The Scarecrow, Michael Connelly
Little Brown, 2009, 419 pages, C$30.99 hc, ISBN 978-0-316-16630-0
For series readers, some books are an investment, while others feel like payoffs. While The Scarecrow will be perfectly intelligible and interesting to readers coming in cold to Michael Connelly’s crime thrillers, there’s no doubt that those who are familiar with the Connollyverse are going to get the most out of it. Starting by the fact that it’s a thematic sequel of sort to the author’s most successful book, The Poet.
It’s true that there has already been a direct sequel to The Poet: The Narrows, after all, featured Harry Bosch disposing of the serial killer known as “The Poet”, while Jack McEvoy had small roles in other Connelly novels, most notably in A Darkness More Than Night. But this is McEvoy’s first return as a narrator, and the links between The Scarecrow and McEvoy’s previous adventure run deep.
The Scarecrow certainly opens on some of the most depressing passages ever featured in a Connelly novel so far: As the novel begins, McEvoy has been fired. Newspapers everywhere are downsizing (the novel even includes a timely reference to the Denver Rocky Mountain News, which went web-only in early 2009), and veterans like McEvoy are too costly to keep in an era of corporate efficiency and dirt-cheap bloggers. Given two wholly unrealistic weeks to set his affairs in order and train his replacement, McEvoy is pushed to investigate a murder case where the accused has been coerced in an unconvincing confession. But in doing so, he alerts the real murderer, and this “Scarecrow” is a piece of work: an experienced serial killer with near-magical hacking skills, this antagonist takes no chances in dealing with McEvoy. Events unfold at a surprisingly fast pace from that moment: Only the timely appearance of FBI agent Rachel Walling saves McEvoy’s day, and their rekindled relationship isn’t much of a comfort when Walling’s career is once again on the line.
As a reunion of familiar characters, The Scarecrow does quite a few things very well indeed.
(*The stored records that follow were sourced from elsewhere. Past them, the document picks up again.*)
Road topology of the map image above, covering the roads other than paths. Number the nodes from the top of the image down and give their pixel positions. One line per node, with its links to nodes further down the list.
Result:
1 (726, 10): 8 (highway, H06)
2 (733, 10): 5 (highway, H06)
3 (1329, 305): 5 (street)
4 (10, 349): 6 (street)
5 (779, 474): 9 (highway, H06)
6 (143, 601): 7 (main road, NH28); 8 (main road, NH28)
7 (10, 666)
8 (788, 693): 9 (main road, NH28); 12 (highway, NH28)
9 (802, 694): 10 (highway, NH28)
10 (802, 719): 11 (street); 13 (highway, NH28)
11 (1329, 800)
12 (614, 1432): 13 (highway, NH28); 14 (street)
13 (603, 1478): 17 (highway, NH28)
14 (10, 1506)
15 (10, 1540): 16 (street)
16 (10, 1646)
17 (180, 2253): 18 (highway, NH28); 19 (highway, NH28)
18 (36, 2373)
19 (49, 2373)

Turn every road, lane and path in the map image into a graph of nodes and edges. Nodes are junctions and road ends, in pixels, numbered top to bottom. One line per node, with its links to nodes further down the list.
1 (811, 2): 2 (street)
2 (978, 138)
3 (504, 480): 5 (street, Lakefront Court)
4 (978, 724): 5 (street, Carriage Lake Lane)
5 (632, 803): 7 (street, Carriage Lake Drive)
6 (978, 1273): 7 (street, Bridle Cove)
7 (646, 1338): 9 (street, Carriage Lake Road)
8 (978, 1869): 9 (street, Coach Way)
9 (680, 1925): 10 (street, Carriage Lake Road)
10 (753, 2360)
Harry Bosch is alluded to along the way, but his absence as the heavyweight protagonist of Connelly’s fiction frees Rachel Walling to become an interesting character once more. McEvoy’s narration is a welcome return to a journalist’s perspective on the usual sordid business that takes place in a Connelly novel: his wealth of experience as a reporter gives a neat twist to the procedural details of the tale (the book’s most telling detail being McEvoy’s recommendation to his successor to move a policeman’s quote closer to the top of the article, so that it will survive editing and create goodwill from the policeman) and echoes The Poet: the motto “Death is my beat” makes a return appearance, even as McEvoy seems at the end of his rope as a journalist.
Otherwise, The Scarecrow hops between California and Nevada, goes from a newsroom to hotels to a data center, features some decent action scenes for McEvoy and doesn’t skimp on the denouement. Connelly’s prose is as crisp as ever, and if the result can often feel a bit familiar (especially toward the end), it’s a solid piece of summer reading with most of the qualities of the author’s fiction and few particular flaws. The novel’s cutting-edge references to the end of the newspaper era may prove to be just a bit too timely to act as an entirely escapist piece of fiction, but fans of Connelly’s output so far will be pleased to see familiar characters on-stage once more, while newer readers will come to understand what all the fuss around Connelly’s fiction is about.